> _Aim of the exercise_
Copy every entry word for word. Skip the pictures.

> _Data supplied_
= = = = = = =

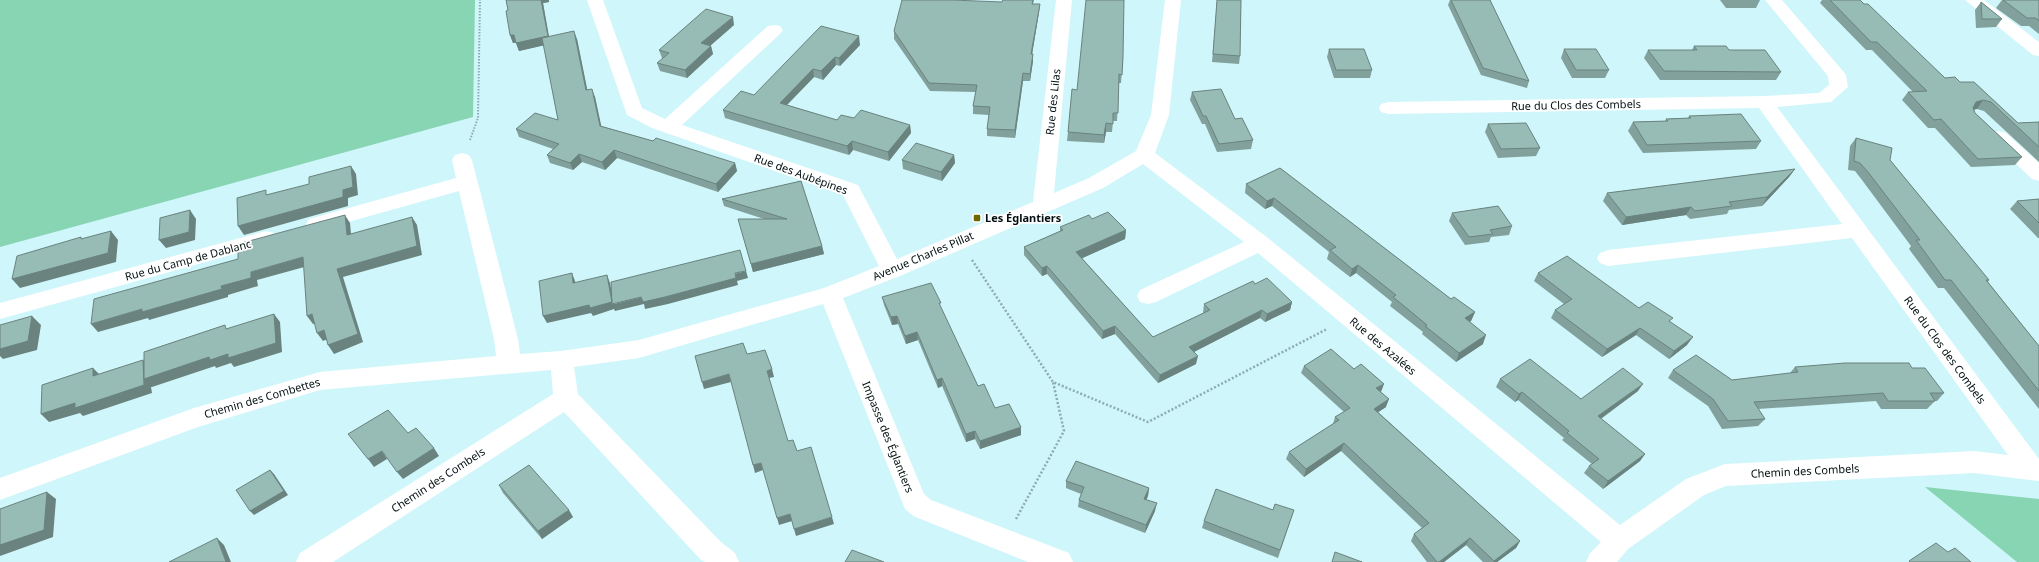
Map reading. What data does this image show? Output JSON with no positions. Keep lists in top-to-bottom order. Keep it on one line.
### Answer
{"streets":{"street":["Rue des Lilas","Rue du Clos des Combels","Rue des Aubépines","Avenue Charles Pillat","Rue du Camp de Dablanc","Rue des Azalées","Chemin des Combettes","Impasse des Églantiers","Chemin des Combels"]},"crossings":[["Rue des Lilas","Avenue Charles Pillat"],["Rue du Clos des Combels","Chemin des Combels"],["Rue des Aubépines","Avenue Charles Pillat"],["Avenue Charles Pillat","Rue des Azalées"],["Avenue Charles Pillat","Chemin des Combettes"],["Avenue Charles Pillat","Impasse des Églantiers"],["Rue des Azalées","Chemin des Combels"]],"places":{"transit":["Les Églantiers"]}}
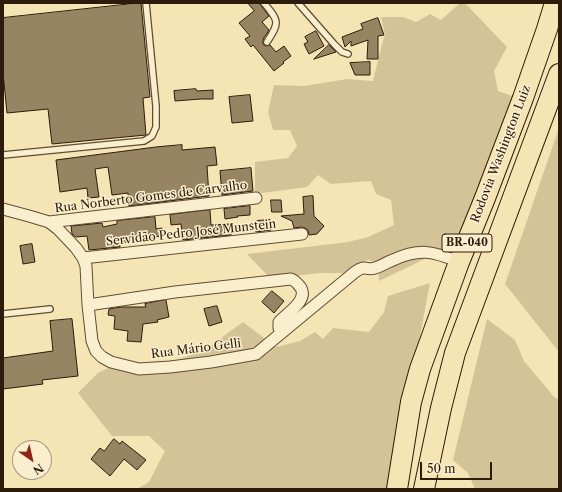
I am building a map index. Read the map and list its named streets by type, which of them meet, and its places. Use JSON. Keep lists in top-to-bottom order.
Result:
{
  "streets": {
    "highway": ["Rodovia Washington Luiz", "BR-040"],
    "street": ["Rua Norberto Gomes de Carvalho", "Servidão Pedro José Munstein", "Rua Mário Gelli"]
  },
  "crossings": [
    ["Rodovia Washington Luiz", "Rua Mário Gelli"],
    ["Rua Norberto Gomes de Carvalho", "Rua Mário Gelli"],
    ["Servidão Pedro José Munstein", "Rua Mário Gelli"]
  ],
  "scale_bar": "50 m",
  "north": "bottom right"
}
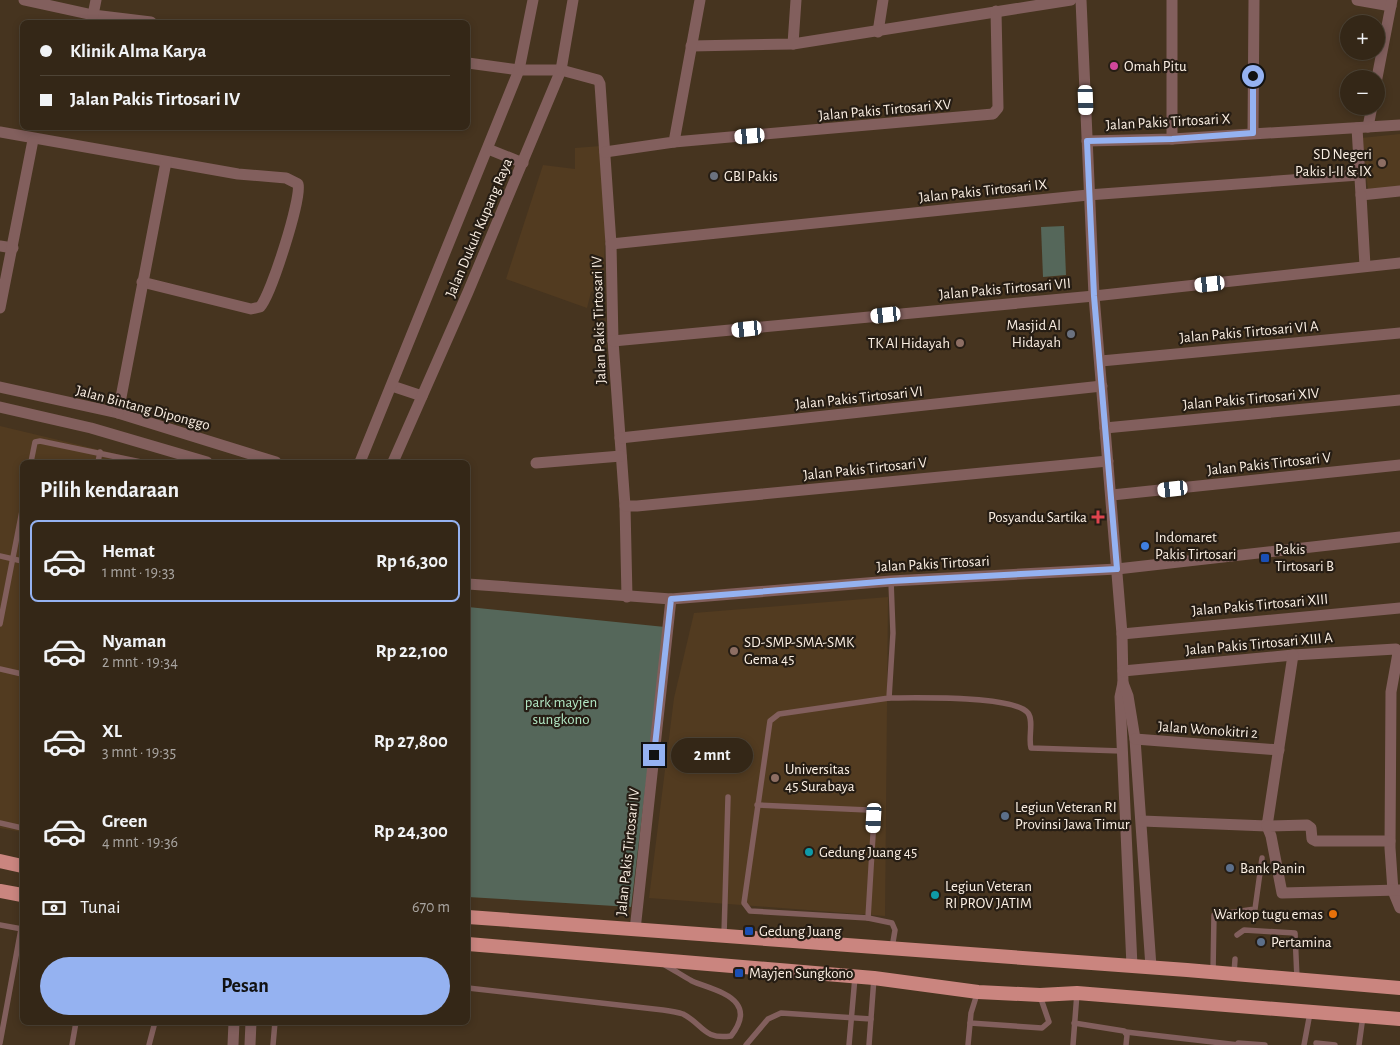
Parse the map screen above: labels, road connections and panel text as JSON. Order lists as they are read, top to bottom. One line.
{"streets":{"street":["Jalan Pakis Tirtosari XV","Jalan Pakis Tirtosari X","Jalan Pakis Tirtosari IX","Jalan Dukuh Kupang Raya","Jalan Pakis Tirtosari VII","Jalan Pakis Tirtosari IV","Jalan Pakis Tirtosari VI A","Jalan Pakis Tirtosari VI","Jalan Pakis Tirtosari XIV","Jalan Bintang Diponggo","Jalan Pakis Tirtosari V","Jalan Pakis Tirtosari","Jalan Pakis Tirtosari XIII","Jalan Pakis Tirtosari XIII A","Jalan Wonokitri 2"]},"crossings":[["Jalan Pakis Tirtosari IX","Jalan Pakis Tirtosari IV"],["Jalan Dukuh Kupang Raya","Jalan Pakis Tirtosari IV"],["Jalan Pakis Tirtosari VII","Jalan Pakis Tirtosari IV"],["Jalan Pakis Tirtosari IV","Jalan Pakis Tirtosari VI"],["Jalan Pakis Tirtosari IV","Jalan Pakis Tirtosari V"],["Jalan Pakis Tirtosari IV","Jalan Pakis Tirtosari"]],"parks":["park mayjen sungkono"],"places":{"other":["Omah Pitu","SD Negeri Pakis I-II & IX","GBI Pakis","Masjid Al Hidayah","TK Al Hidayah","Indomaret Pakis Tirtosari","SD-SMP-SMA-SMK Gema 45","Universitas 45 Surabaya","Legiun Veteran RI Provinsi Jawa Timur","Gedung Juang 45","Bank Panin","Legiun Veteran RI PROV JATIM","Warkop tugu emas","Pertamina"],"health":["Posyandu Sartika"],"transit":["Pakis Tirtosari B","Gedung Juang","Mayjen Sungkono"]},"page":{"map_buttons":["+","−"],"banner":["Klinik Alma Karya","Jalan Pakis Tirtosari IV"],"heading":"Pilih kendaraan","list":[{"name":"Hemat","note":"1 mnt · 19:33","value":"Rp 16,300"},{"name":"Nyaman","note":"2 mnt · 19:34","value":"Rp 22,100"},{"name":"XL","note":"3 mnt · 19:35","value":"Rp 27,800"},{"name":"Green","note":"4 mnt · 19:36","value":"Rp 24,300"}],"bubble":"2 mnt","pay":["Tunai","670 m"],"buttons":"Pesan"}}
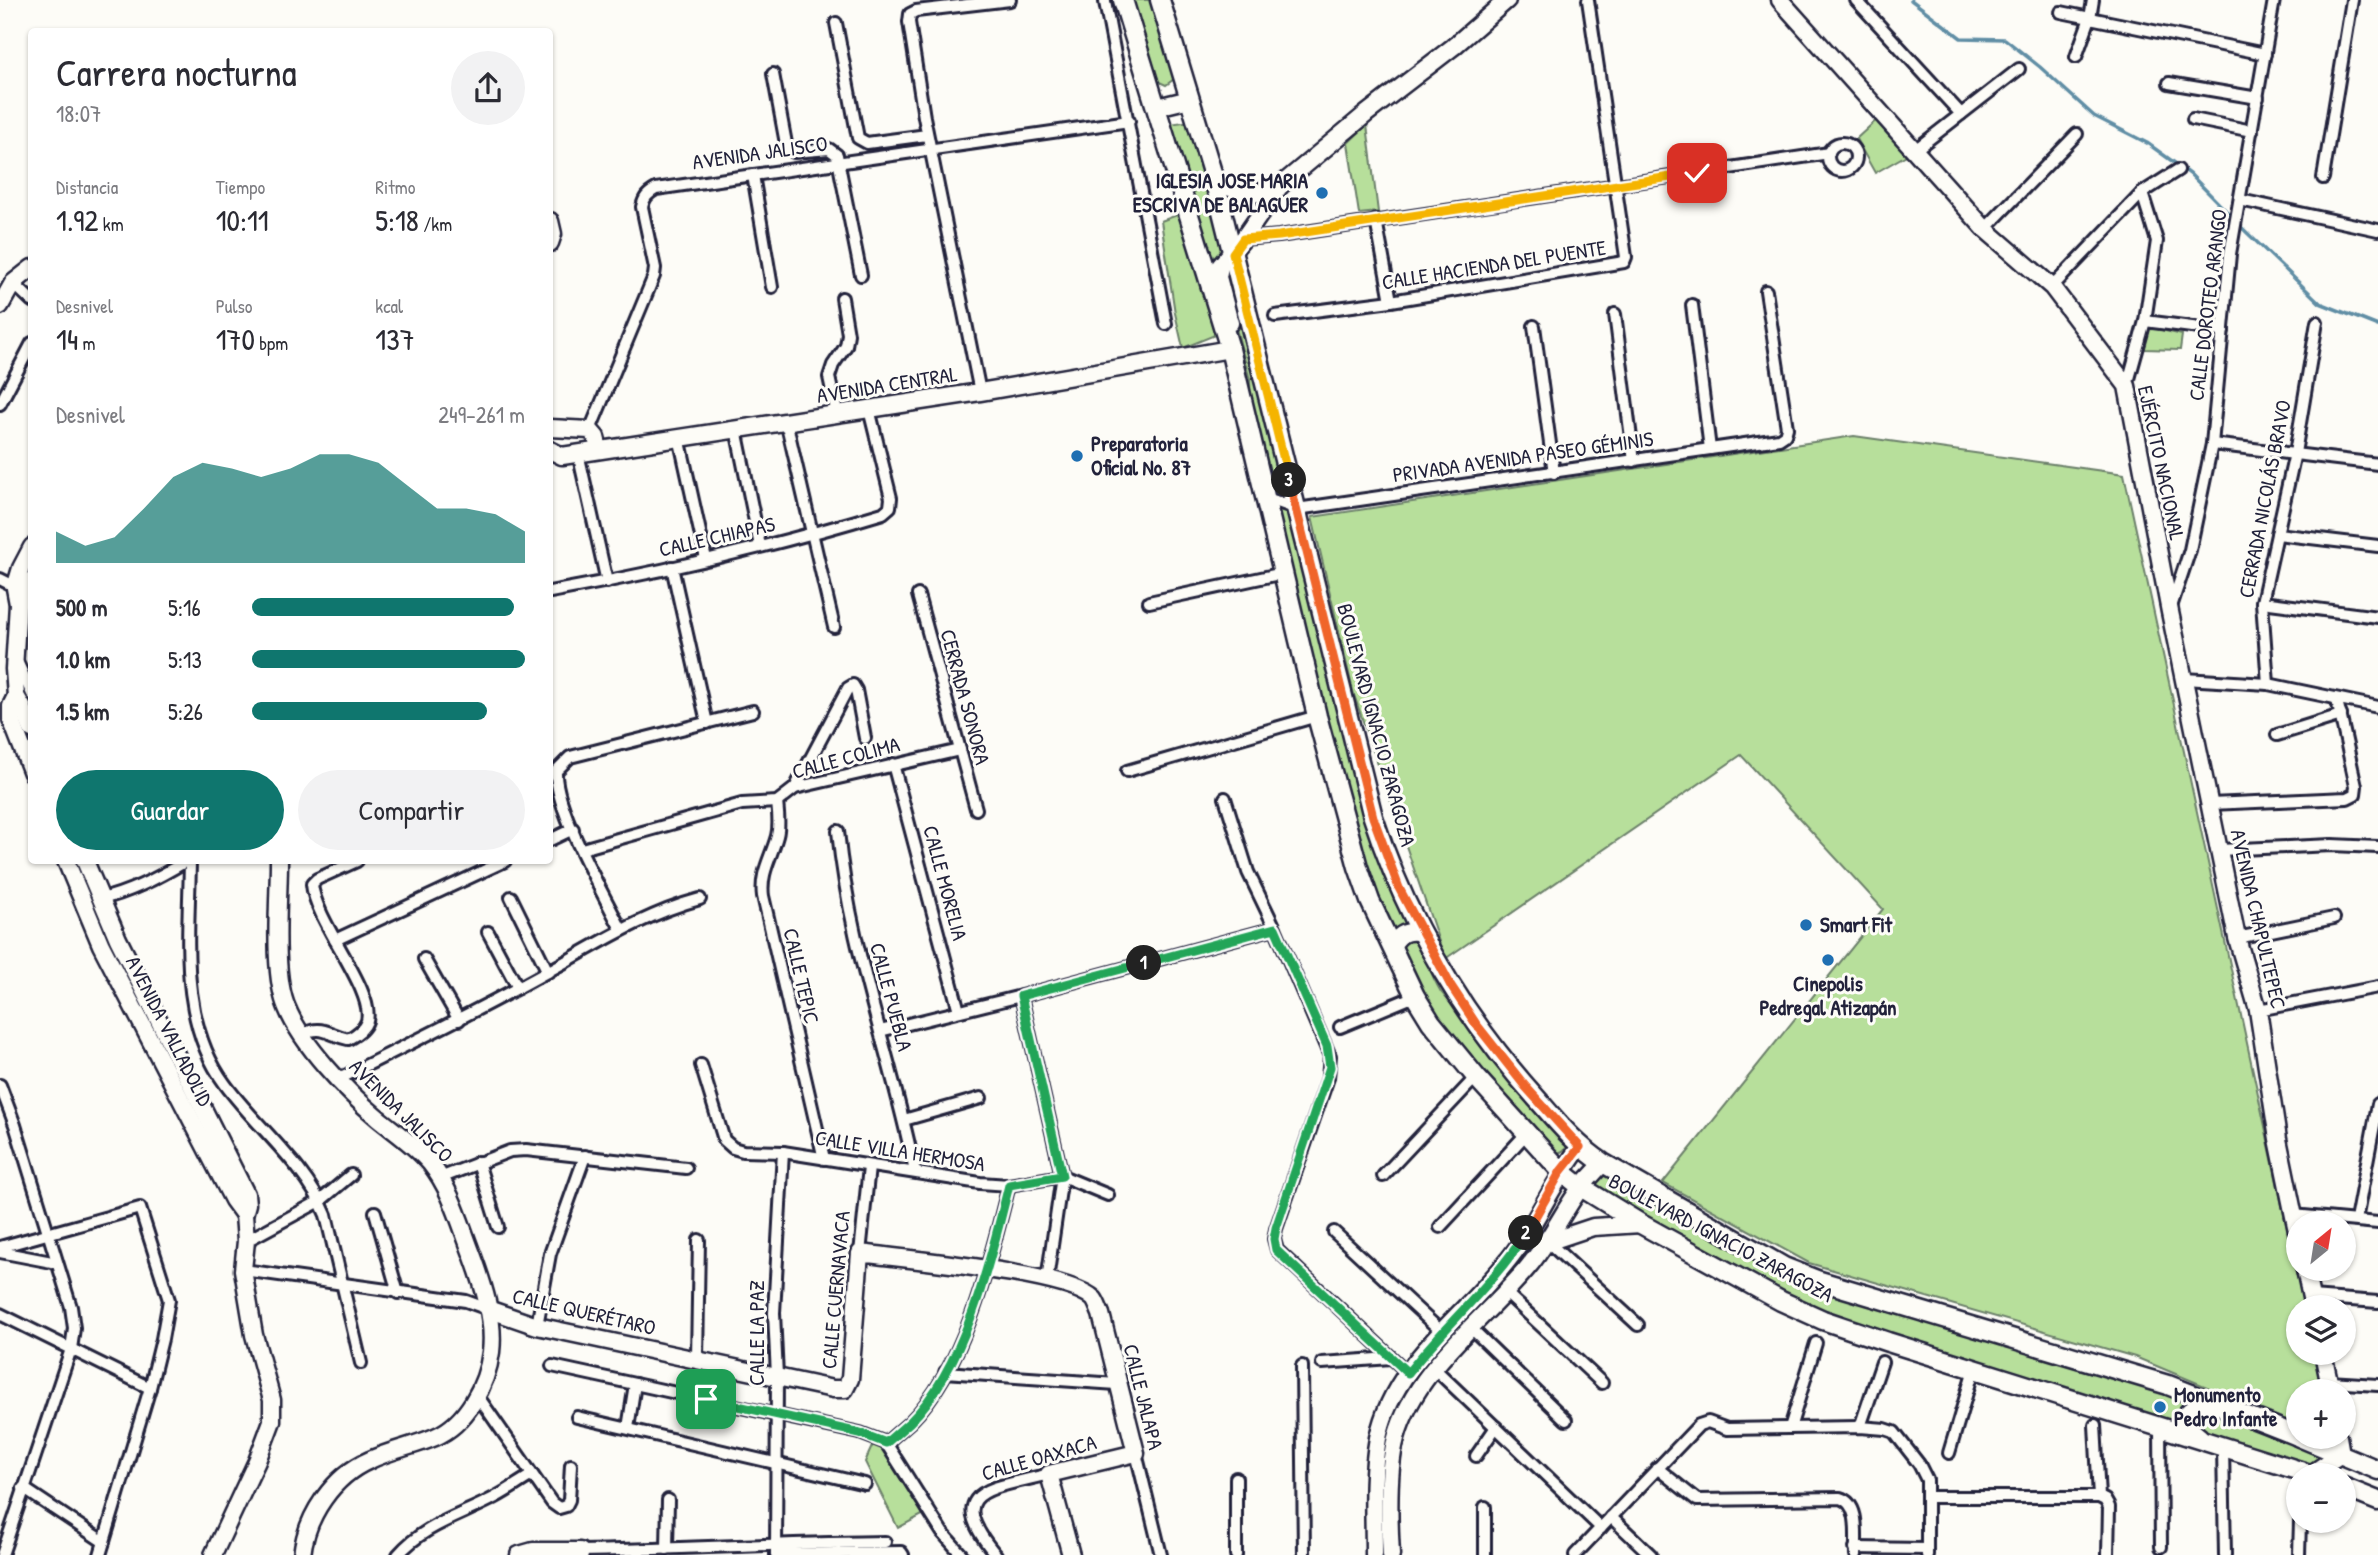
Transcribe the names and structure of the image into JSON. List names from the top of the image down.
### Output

= = = = = = =

> _Exercise result_
Map reading. What data does this image show? Output JSON with no positions. Keep lists in top-to-bottom order. Keep it on one line.
### Answer
{"streets":{"street":["Rue des Lilas","Rue du Clos des Combels","Rue des Aubépines","Avenue Charles Pillat","Rue du Camp de Dablanc","Rue des Azalées","Chemin des Combettes","Impasse des Églantiers","Chemin des Combels"]},"crossings":[["Rue des Lilas","Avenue Charles Pillat"],["Rue du Clos des Combels","Chemin des Combels"],["Rue des Aubépines","Avenue Charles Pillat"],["Avenue Charles Pillat","Rue des Azalées"],["Avenue Charles Pillat","Chemin des Combettes"],["Avenue Charles Pillat","Impasse des Églantiers"],["Rue des Azalées","Chemin des Combels"]],"places":{"transit":["Les Églantiers"]}}
I am building a map index. Read the map and list its named streets by type, which of them meet, and its places. Use JSON. Keep lists in top-to-bottom order.
Result:
{
  "streets": {
    "highway": ["Rodovia Washington Luiz", "BR-040"],
    "street": ["Rua Norberto Gomes de Carvalho", "Servidão Pedro José Munstein", "Rua Mário Gelli"]
  },
  "crossings": [
    ["Rodovia Washington Luiz", "Rua Mário Gelli"],
    ["Rua Norberto Gomes de Carvalho", "Rua Mário Gelli"],
    ["Servidão Pedro José Munstein", "Rua Mário Gelli"]
  ],
  "scale_bar": "50 m",
  "north": "bottom right"
}
Parse the map screen above: labels, road connections and panel text as JSON. Order lists as they are read, top to bottom. One line.
{"streets":{"street":["Jalan Pakis Tirtosari XV","Jalan Pakis Tirtosari X","Jalan Pakis Tirtosari IX","Jalan Dukuh Kupang Raya","Jalan Pakis Tirtosari VII","Jalan Pakis Tirtosari IV","Jalan Pakis Tirtosari VI A","Jalan Pakis Tirtosari VI","Jalan Pakis Tirtosari XIV","Jalan Bintang Diponggo","Jalan Pakis Tirtosari V","Jalan Pakis Tirtosari","Jalan Pakis Tirtosari XIII","Jalan Pakis Tirtosari XIII A","Jalan Wonokitri 2"]},"crossings":[["Jalan Pakis Tirtosari IX","Jalan Pakis Tirtosari IV"],["Jalan Dukuh Kupang Raya","Jalan Pakis Tirtosari IV"],["Jalan Pakis Tirtosari VII","Jalan Pakis Tirtosari IV"],["Jalan Pakis Tirtosari IV","Jalan Pakis Tirtosari VI"],["Jalan Pakis Tirtosari IV","Jalan Pakis Tirtosari V"],["Jalan Pakis Tirtosari IV","Jalan Pakis Tirtosari"]],"parks":["park mayjen sungkono"],"places":{"other":["Omah Pitu","SD Negeri Pakis I-II & IX","GBI Pakis","Masjid Al Hidayah","TK Al Hidayah","Indomaret Pakis Tirtosari","SD-SMP-SMA-SMK Gema 45","Universitas 45 Surabaya","Legiun Veteran RI Provinsi Jawa Timur","Gedung Juang 45","Bank Panin","Legiun Veteran RI PROV JATIM","Warkop tugu emas","Pertamina"],"health":["Posyandu Sartika"],"transit":["Pakis Tirtosari B","Gedung Juang","Mayjen Sungkono"]},"page":{"map_buttons":["+","−"],"banner":["Klinik Alma Karya","Jalan Pakis Tirtosari IV"],"heading":"Pilih kendaraan","list":[{"name":"Hemat","note":"1 mnt · 19:33","value":"Rp 16,300"},{"name":"Nyaman","note":"2 mnt · 19:34","value":"Rp 22,100"},{"name":"XL","note":"3 mnt · 19:35","value":"Rp 27,800"},{"name":"Green","note":"4 mnt · 19:36","value":"Rp 24,300"}],"bubble":"2 mnt","pay":["Tunai","670 m"],"buttons":"Pesan"}}
Transcribe the names and structure of the image into JSON. List names from the top of the image down.
### Output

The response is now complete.